Saturday, April 18, 2015

Live Long, a nonagenarian's story



SO, I am once again trying to do some genealogy blogs and I came across a new challenge for the year - a different challenge each week, maybe this time I will actually stay with it! The challenge this week is to write about an ancestor who was long lived, like a centenarian. I don't have any on my mother's side, I don't think anyone made it to 90, but I do on my biological father's, along with several who made it to their 90's. I was going to write about 4 of them, but that started looking really dumb and convoluted, so I will mention that my great uncle Paul, who was a tailor for along time in the garment district in New York, lived until he was 106, and he was still playing with a full deck when he died in 1981!  If I have to live that long, I sure hope I emulate his healthy mind!

Antonino (Anthony) Rotante was born 15 Jan 1909 in New York City to my great grandparents Pasquale Rotante and his wife Grazia Brocca.  This is according to his birth certificate, but there is a story that goes with this that is a bit different. Apparently he was really born 28 Dec 1908, the same day as  the devastating earthquake and tsunami in Messina, Sicily which is where his parents were from.
http://www.britannica.com/EBchecked/topic/1483443/Messina-earthquake-and-tsunami-of-1908
In Sicily, you were conscripted into military service at the age of 18 and she figured if she changed the date of his birth into the next year, he would have a year longer before he had to enlist in the US Army! The midwife had no problem with this and Uncle Anthony did not learn of his real birth date for a very long time.

He had a normal upbringing, but as he became an adult, he was fascinated with Jazz and Blues music. It became an obsession of his which he put to good use writing for a magazine called Record Research and he was considered a "Blues" authority. He is mentioned in several books: Lightening Hopkins: His Life and Blues by Alan Govenor states "...Prior to the publication of Charter's book The County Blues, accompanied by the release of his Folkway recordings of Lightening Hopkins in 1959, little had been written about the subject...the first attempt at a Lightening Hopkins discography was compiled by New Yorker Anthony Rotante and published in the British magazine Discophile in 1955.
The Blues Encyclopedia by Ed Komara and Peter Lee says "in a companion magazine to Jazz Information, Blues Research was managed by Anthony Rotante and Paul Sheatsley."

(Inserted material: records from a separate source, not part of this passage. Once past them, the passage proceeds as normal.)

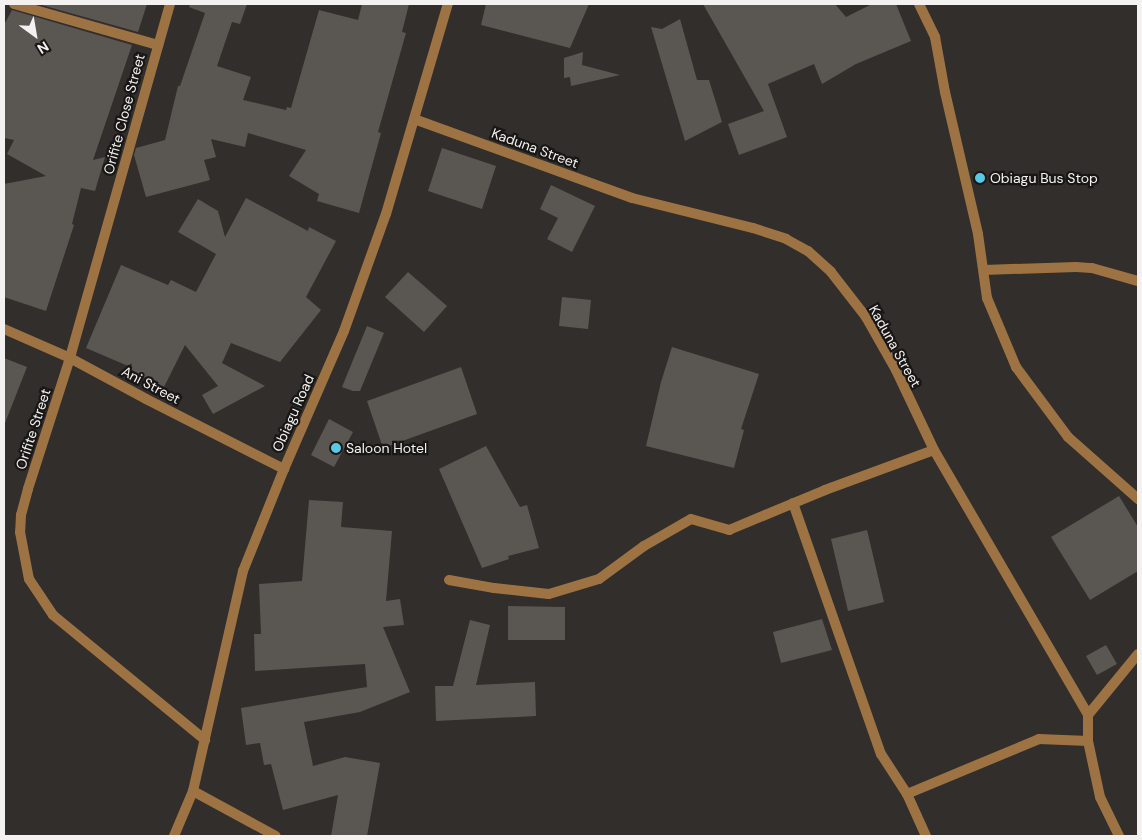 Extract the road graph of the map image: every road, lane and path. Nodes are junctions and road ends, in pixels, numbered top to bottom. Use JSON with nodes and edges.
{"nodes":[{"id":1,"x":14,"y":4,"type":"edge"},
{"id":2,"x":170,"y":4,"type":"edge"},
{"id":3,"x":448,"y":4,"type":"edge"},
{"id":4,"x":919,"y":4,"type":"edge"},
{"id":5,"x":158,"y":45,"type":"junction"},
{"id":6,"x":414,"y":118,"type":"junction"},
{"id":7,"x":106,"y":232,"type":"joint"},
{"id":8,"x":984,"y":270,"type":"junction"},
{"id":9,"x":1138,"y":281,"type":"edge"},
{"id":10,"x":4,"y":329,"type":"edge"},
{"id":11,"x":70,"y":358,"type":"junction"},
{"id":12,"x":934,"y":450,"type":"junction"},
{"id":13,"x":284,"y":469,"type":"junction"},
{"id":14,"x":1138,"y":499,"type":"edge"},
{"id":15,"x":793,"y":503,"type":"junction"},
{"id":16,"x":449,"y":580,"type":"dead end"},
{"id":17,"x":1138,"y":654,"type":"edge"},
{"id":18,"x":1088,"y":716,"type":"junction"},
{"id":19,"x":205,"y":740,"type":"junction"},
{"id":20,"x":1088,"y":741,"type":"junction"},
{"id":21,"x":193,"y":791,"type":"junction"},
{"id":22,"x":907,"y":794,"type":"junction"},
{"id":23,"x":174,"y":836,"type":"edge"},
{"id":24,"x":276,"y":836,"type":"edge"},
{"id":25,"x":926,"y":836,"type":"edge"},
{"id":26,"x":1119,"y":836,"type":"edge"}],
"edges":[{"from":1,"to":5,"type":"street"},
{"from":2,"to":5,"type":"street","name":"Orifite Close Street"},
{"from":3,"to":6,"type":"street","name":"Obiagu Road"},
{"from":4,"to":8,"type":"street"},
{"from":5,"to":7,"type":"street","name":"Orifite Close Street"},
{"from":6,"to":12,"type":"street","name":"Kaduna Street"},
{"from":6,"to":13,"type":"street","name":"Obiagu Road"},
{"from":7,"to":11,"type":"street","name":"Orifite Street"},
{"from":8,"to":9,"type":"street"},
{"from":8,"to":14,"type":"street"},
{"from":10,"to":11,"type":"street","name":"Ani Street"},
{"from":11,"to":13,"type":"street","name":"Ani Street"},
{"from":11,"to":19,"type":"street","name":"Orifite Street"},
{"from":12,"to":15,"type":"street"},
{"from":12,"to":18,"type":"street","name":"Kaduna Street"},
{"from":13,"to":19,"type":"street","name":"Obiagu Road"},
{"from":15,"to":16,"type":"street"},
{"from":15,"to":22,"type":"street"},
{"from":17,"to":18,"type":"street"},
{"from":18,"to":20,"type":"street"},
{"from":19,"to":21,"type":"street","name":"Obiagu Road"},
{"from":20,"to":22,"type":"street"},
{"from":20,"to":26,"type":"street"},
{"from":21,"to":23,"type":"street","name":"Obiagu Road"},
{"from":21,"to":24,"type":"street"},
{"from":22,"to":25,"type":"street"}]}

Some of the articles he wrote for Record Research included "Edith Piaf, the early years, Polydor Records 1936-1944" (June 1983), "Maurice Chevalier on Pathe-Salabert Labels" (Nov-Dec 1975) and "The King of the R&B Labels"(Apr-May 1969. I found some of his articles here:
https://archive.org/stream/RecordResearch2/RR2#page/n1/mode/2up

Along with all this, he worked for the city of New York in the Budget Bureau and worked specifically for the Mayor's Office under several administrations. I know one of the was John Lindsay, but am not sure of the others.

He was very interested in genealogy and in the 1950's took a trip to Messina to see if he could find any family records. Because of that terrible tsunami the day he was born, there were no records to be found. Even on our last visit he was pondering if there was any other place else he could look. Just recently I found some digitized records from Messina on familysearch.org as many towns had to send records on to the church or state record's agencies.  I found his father's birth info and am hoping over time to be able to delve deeper into this part of my family.

I did not meet him until he was in his early 90's as I did not grow up knowing my father or his family. I was amazed at how clear he was at that age and that he was computer literate! He loved that my son was a musician and wanted to introduce him to good jazz, so he mailed him several cassette tapes and articles about the different types of jazz they showed. We corresponded back and forth for several years and when he would come up to NY from his retirement home in Florida to visit his daughter, we always met for lunch. He finally passed away at the age of ninety-eight. Just before he died, he donated  his rare collection of Duke Ellington records, tapes, books and other memorabilia to the African American Research Library and Cultural Center and his other collections to The Archives of Blues and Jazz, both in Fort Lauderdale,  surely a wonderful legacy to leave behind.